Thought on AI / FSM design patterns for many npc's in Unity

This is a very open ended topic. I’ve gotten through C# to where I’m comfortable reading the advanced options it offers and used it to build my own quaint scripted framework for a game.

Unity has an inherent disadvantage for many parallel AI’s because it is single threaded. Still due to my lack of experience and the great documentation and community it’s my best choice. So it’s sort of a squeezing the fruit type question. “Simple” FSM AI’s have always fascinated me.

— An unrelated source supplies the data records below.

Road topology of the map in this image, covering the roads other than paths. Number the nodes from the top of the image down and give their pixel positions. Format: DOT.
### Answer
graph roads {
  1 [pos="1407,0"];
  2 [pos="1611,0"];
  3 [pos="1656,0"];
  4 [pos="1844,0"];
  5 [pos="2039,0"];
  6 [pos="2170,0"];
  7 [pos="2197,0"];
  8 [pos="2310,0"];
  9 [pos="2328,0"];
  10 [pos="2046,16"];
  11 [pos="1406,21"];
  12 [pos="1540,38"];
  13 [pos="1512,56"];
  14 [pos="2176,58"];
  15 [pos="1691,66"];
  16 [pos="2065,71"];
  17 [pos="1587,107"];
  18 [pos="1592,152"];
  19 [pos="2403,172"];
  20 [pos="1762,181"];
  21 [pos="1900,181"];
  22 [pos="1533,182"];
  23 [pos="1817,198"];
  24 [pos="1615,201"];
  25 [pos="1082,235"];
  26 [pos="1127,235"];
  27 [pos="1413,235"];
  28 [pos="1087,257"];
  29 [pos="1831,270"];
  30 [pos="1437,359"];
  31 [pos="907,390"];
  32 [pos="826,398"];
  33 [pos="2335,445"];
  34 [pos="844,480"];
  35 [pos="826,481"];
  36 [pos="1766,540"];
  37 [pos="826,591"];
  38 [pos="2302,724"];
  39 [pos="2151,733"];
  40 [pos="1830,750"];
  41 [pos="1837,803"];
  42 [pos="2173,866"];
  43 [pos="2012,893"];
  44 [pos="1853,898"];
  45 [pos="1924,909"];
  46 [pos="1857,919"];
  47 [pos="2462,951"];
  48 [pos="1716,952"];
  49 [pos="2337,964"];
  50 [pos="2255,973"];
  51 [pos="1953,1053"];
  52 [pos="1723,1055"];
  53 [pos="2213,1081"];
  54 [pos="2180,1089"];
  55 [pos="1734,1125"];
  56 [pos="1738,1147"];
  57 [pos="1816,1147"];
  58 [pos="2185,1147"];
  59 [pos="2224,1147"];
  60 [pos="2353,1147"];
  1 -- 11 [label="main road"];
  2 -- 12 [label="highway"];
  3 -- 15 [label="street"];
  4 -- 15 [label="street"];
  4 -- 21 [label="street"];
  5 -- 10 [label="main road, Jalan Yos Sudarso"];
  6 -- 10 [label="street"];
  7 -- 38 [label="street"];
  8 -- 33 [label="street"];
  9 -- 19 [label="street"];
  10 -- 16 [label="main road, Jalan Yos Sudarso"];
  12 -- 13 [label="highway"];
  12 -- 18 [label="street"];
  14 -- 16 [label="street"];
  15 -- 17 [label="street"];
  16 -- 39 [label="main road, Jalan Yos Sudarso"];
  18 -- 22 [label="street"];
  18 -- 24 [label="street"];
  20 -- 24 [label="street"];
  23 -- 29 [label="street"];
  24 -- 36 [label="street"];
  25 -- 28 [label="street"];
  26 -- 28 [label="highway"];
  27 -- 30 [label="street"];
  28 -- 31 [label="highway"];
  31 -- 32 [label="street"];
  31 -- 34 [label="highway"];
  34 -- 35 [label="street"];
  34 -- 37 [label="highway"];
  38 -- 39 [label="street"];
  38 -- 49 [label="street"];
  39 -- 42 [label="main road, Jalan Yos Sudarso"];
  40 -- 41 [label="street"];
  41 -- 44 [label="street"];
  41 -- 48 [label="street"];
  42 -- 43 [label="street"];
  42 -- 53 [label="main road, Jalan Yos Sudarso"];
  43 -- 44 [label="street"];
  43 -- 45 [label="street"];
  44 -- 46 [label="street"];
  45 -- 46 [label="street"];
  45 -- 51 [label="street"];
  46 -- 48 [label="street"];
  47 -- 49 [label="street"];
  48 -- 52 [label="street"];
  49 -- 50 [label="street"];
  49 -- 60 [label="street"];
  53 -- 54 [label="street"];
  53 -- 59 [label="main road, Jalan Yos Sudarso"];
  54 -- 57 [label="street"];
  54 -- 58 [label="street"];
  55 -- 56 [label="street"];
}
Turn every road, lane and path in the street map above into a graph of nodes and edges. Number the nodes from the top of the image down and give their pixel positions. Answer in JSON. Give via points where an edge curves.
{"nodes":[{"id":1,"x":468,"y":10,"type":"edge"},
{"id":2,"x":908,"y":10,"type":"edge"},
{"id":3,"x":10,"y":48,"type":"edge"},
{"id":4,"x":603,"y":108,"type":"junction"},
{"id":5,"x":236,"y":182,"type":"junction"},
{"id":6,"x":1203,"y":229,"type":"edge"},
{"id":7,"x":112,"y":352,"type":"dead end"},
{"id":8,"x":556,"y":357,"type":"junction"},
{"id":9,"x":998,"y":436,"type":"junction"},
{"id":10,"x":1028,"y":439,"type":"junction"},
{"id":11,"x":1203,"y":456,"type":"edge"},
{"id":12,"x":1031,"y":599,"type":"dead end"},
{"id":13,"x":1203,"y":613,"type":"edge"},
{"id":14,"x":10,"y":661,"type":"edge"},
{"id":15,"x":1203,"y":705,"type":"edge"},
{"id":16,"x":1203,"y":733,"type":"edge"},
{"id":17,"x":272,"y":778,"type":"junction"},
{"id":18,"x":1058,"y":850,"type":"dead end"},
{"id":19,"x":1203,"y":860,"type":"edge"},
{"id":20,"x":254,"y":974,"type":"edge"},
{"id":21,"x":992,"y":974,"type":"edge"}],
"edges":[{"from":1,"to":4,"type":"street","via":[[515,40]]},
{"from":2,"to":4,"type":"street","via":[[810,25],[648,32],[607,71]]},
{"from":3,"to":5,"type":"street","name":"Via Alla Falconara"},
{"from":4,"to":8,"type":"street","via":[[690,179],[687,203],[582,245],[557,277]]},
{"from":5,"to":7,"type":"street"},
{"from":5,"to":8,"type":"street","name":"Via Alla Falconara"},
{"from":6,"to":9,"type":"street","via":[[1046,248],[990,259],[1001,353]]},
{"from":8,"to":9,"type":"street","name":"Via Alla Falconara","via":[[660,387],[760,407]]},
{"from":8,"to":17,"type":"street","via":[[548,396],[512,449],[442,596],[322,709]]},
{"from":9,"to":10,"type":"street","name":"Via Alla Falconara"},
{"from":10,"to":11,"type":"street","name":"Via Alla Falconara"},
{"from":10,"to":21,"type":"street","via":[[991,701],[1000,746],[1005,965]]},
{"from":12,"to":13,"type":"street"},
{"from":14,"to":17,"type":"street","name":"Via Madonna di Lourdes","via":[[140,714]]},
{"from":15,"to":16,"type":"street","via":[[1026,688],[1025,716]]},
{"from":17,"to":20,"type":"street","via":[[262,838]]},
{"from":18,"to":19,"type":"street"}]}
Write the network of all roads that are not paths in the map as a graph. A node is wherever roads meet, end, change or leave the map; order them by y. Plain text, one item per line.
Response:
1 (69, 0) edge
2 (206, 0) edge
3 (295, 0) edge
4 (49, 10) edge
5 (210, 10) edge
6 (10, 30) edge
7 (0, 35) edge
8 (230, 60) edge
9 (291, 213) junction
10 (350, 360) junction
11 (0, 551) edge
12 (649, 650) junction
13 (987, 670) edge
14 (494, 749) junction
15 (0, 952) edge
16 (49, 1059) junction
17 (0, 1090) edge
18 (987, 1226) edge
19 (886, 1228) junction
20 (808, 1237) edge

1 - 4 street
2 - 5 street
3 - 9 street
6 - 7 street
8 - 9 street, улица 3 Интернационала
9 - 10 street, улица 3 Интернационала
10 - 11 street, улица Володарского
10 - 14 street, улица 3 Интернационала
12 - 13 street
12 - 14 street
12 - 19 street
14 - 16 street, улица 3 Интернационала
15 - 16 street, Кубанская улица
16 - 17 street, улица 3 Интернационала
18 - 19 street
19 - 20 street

I have a couple formal resources on the topic here I’m about to dive into now that I can handle C#, but I’d like to start an open discussion.

I’d like to support hundreds of concurrent, but simple AI’s capable of reacting to each other while they’re on the move. Initial thoughts I have before studying, your general thoughts on any of these ideas are welcome:

(thinking top down RTS-like perspective though I don’t think it’s relevant)

  • They will “think” in two dimensions. I position them visually in a third.

  • I know how to raycast them to a ground position on a static world mesh.

  • If I could do this task in a vertex shader on the GPU somehow that would be huge. Unfortunately none of the great Cg / ShaderLab references I have do anything like this, and it’s beyond me.

  • Batch process many AI’s. Each entity is a data object referencing some Unity prefab, time-sharing a single brain.

  • Perhaps they have some minimal contingency processing they all get every n frames, handled in subsets each frame. Here a proactive check such as an overlap may prioritize or flag them for special treatment.

  • Inside-out thinking. Static structures collect all nearby entities and inform them of behavior.

  • Actual multi-threading. Reduce some aspect of the AI’s processing to purely operations I can do myself in C# without the help of Unity API functions and write my first mutual exclusion locks. This will require significant formal study.

In no sense am I trying to build Factorio, but this is my general topic of interest. I seek any known resources free or not.

For drawing a lot of NPCs, look into instancing.

If you can represent both state and everything the NPCs need to react to by pure data (ie. no Unity API usage), you push their AI either to a different thread (easier), or to a compute shader (harder, much faster if you’re CPU bound, which can happen quickly if you’ve got a lot of AI going).

To get a sense for how multithreading interacts with the Update-loop, you should probably try some basic threading work. Thread Ninja hooks into the coroutine system to allow yielding into a different thread.

In my experience, time-sharing is very easy, and gives a huge boost in performance. Having your AI update every 10 frames gives pretty much exactly the same experience as every frame, at a tenth of the cost.

Oh man those are good links, thanks. I knew about draw call batching but not instancing, I’m probably not going to touch compute shaders because I’m only able to Frankenstein HLSL.

Thread Ninja looks like a great way to get started there. Been brushing up on my basic trig, I think it’s gonna pay off in no time.